Fort Worth Mayor Betsy Price and other city leaders attended along with more than two dozen uniformed Fort Worth police officers also there to pay their respects. 

Concord Church Pastor Bryan Carter said the morning service would focus on Atatiana's life and what she meant to her family. 

But justice was also an ever-present theme in the service.

"This is a long process. The family has been through a lot," Carter said. "We're just praying that this service today is a place of healing, a place of hope as they begin this long journey towards justice."

Jefferson's family did not want the service recorded or broadcast but invited the general public to attend and allowed news cameras to show the inside of the church prior to the service. 

RELATED: Saturday's service for Atatiana Jefferson canceled, one day after father takes legal action

Her body was dressed in a gold dress inside a light blue casket. Some of her family members wept inconsolably before the casket was closed while the service began.

Jefferson was killed on Oct. 12 at her Fort Worth home. 

A neighbor, concerned that her front door appeared to be open after 2 a.m., called a non-emergency Fort Worth police number to have an officer check on the house. 

Two officers parked around the corner from the house, approached on foot and in a search captured on a police body camera, searched the exterior of the house all the way to the backyard. 

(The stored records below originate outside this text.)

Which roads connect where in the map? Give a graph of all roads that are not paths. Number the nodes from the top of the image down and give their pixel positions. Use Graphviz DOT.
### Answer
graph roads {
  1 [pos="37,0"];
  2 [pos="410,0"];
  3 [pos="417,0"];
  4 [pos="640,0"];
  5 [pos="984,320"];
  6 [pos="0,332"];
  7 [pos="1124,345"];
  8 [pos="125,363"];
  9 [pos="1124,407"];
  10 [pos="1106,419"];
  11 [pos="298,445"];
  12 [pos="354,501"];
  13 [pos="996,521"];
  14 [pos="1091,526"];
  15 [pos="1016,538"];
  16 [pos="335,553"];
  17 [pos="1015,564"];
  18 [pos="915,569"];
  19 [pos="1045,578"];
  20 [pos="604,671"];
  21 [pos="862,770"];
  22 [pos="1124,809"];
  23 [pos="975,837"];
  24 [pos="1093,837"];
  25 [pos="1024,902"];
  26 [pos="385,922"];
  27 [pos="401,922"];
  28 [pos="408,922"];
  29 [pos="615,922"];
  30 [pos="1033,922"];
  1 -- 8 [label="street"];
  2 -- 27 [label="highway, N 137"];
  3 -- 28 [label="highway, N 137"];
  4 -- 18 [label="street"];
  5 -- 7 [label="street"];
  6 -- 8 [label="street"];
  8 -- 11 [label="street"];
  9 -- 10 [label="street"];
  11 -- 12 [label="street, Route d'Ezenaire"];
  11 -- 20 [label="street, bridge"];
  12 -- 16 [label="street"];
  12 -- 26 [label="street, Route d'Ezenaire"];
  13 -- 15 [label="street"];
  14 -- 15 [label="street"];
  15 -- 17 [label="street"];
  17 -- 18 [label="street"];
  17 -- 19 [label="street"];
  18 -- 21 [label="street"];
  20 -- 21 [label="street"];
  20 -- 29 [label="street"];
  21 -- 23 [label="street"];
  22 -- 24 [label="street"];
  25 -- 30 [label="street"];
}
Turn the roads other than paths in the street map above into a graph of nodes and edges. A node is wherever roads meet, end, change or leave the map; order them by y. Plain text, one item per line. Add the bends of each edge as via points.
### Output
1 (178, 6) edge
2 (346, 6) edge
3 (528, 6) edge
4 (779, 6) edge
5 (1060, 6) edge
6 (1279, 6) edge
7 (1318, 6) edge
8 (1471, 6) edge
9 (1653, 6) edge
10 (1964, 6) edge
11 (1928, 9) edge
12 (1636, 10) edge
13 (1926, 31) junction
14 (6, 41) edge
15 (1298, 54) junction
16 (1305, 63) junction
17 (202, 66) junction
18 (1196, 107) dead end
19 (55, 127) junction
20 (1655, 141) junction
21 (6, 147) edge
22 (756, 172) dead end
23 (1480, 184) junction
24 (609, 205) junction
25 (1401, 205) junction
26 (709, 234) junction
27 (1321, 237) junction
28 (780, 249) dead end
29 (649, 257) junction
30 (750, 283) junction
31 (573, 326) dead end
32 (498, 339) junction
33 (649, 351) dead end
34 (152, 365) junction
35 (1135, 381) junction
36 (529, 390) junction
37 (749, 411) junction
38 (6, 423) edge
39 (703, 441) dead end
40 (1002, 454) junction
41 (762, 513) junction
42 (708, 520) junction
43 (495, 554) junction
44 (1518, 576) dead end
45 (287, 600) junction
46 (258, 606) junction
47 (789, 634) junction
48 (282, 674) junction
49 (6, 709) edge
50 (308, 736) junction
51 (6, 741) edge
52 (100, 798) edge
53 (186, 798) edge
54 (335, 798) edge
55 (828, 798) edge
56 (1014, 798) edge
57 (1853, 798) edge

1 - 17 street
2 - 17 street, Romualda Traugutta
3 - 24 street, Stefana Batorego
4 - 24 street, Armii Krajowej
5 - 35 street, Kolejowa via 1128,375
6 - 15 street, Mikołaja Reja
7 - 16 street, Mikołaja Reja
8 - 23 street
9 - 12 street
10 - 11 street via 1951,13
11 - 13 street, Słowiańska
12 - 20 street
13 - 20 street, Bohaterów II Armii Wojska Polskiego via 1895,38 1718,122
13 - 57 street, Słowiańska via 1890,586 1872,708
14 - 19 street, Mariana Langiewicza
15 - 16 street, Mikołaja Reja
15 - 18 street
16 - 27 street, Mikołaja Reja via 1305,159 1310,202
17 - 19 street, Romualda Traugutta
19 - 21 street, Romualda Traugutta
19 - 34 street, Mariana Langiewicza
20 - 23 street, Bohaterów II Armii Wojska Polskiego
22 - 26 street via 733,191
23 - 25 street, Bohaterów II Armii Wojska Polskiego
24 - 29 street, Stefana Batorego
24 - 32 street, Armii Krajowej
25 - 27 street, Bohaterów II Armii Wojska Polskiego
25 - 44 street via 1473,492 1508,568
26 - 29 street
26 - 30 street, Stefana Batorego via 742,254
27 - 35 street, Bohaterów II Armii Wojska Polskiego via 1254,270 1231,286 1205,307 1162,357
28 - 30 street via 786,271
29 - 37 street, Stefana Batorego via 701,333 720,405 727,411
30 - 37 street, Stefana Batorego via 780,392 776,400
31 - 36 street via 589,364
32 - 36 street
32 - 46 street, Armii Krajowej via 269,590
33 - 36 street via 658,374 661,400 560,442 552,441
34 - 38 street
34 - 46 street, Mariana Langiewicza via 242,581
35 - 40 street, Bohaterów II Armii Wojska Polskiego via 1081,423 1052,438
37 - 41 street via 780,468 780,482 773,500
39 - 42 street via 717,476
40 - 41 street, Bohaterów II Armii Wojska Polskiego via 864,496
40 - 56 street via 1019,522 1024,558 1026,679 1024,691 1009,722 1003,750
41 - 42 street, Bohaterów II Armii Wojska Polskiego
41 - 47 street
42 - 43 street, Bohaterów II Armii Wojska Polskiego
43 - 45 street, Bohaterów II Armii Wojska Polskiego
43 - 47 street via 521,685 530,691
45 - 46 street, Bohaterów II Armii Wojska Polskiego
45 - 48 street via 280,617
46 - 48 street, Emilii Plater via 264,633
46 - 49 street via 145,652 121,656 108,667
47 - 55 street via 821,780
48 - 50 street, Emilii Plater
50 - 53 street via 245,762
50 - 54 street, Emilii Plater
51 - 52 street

The video shows the officer pointing his flashlight into a backyard window then yelling, "Put your hands up, let me see your hands." 

Then the officer fires a single bullet through the window into the bedroom, striking Atatiana Jefferson.  

Her 8-year-old nephew who was in the bedroom with her told investigators that Jefferson had gone to the window with her own gun in hand to investigate suspicious noises coming from her backyard. 

The video does not show the officers ever identifying themselves as police.

RELATED: Who is Aaron Dean and what might his attempted defense be?

In the eulogy, Pastor Carl Ming said they were "tired of crying mothers on TV, tired of gathering for funerals, tired of protests and tired of waiting for body cameras to prove what we already know to be true."

And Representative Maxine Waters sent a resolution to be read at the funeral that said she wanted to respond to the "outrageous injustice of her (Atatiana's) death" and that she is "heartbroken and infuriated that another African American woman is taken from her family."

"I believe that it came about simply because these deaths, untimely deaths, are sending alarms and triggering waves throughout our country. That this is a recurring theme," said Jaime Kowlessar of the Dallas City Temple Seventh Day Adventist Church. "Which is a song we have been singing for quite a long time in our country and in our nation," he said after helping officiate the service.

Credit: Kevin Reece
Atatiana Jefferson funeral

Atatiana Jefferson was carried to a private burial in a glass-sided hearse: one more chance for the public to see the impact of that night and that encounter in Fort Worth.

Now, her family braces for the long journey to justice that they pray will come next.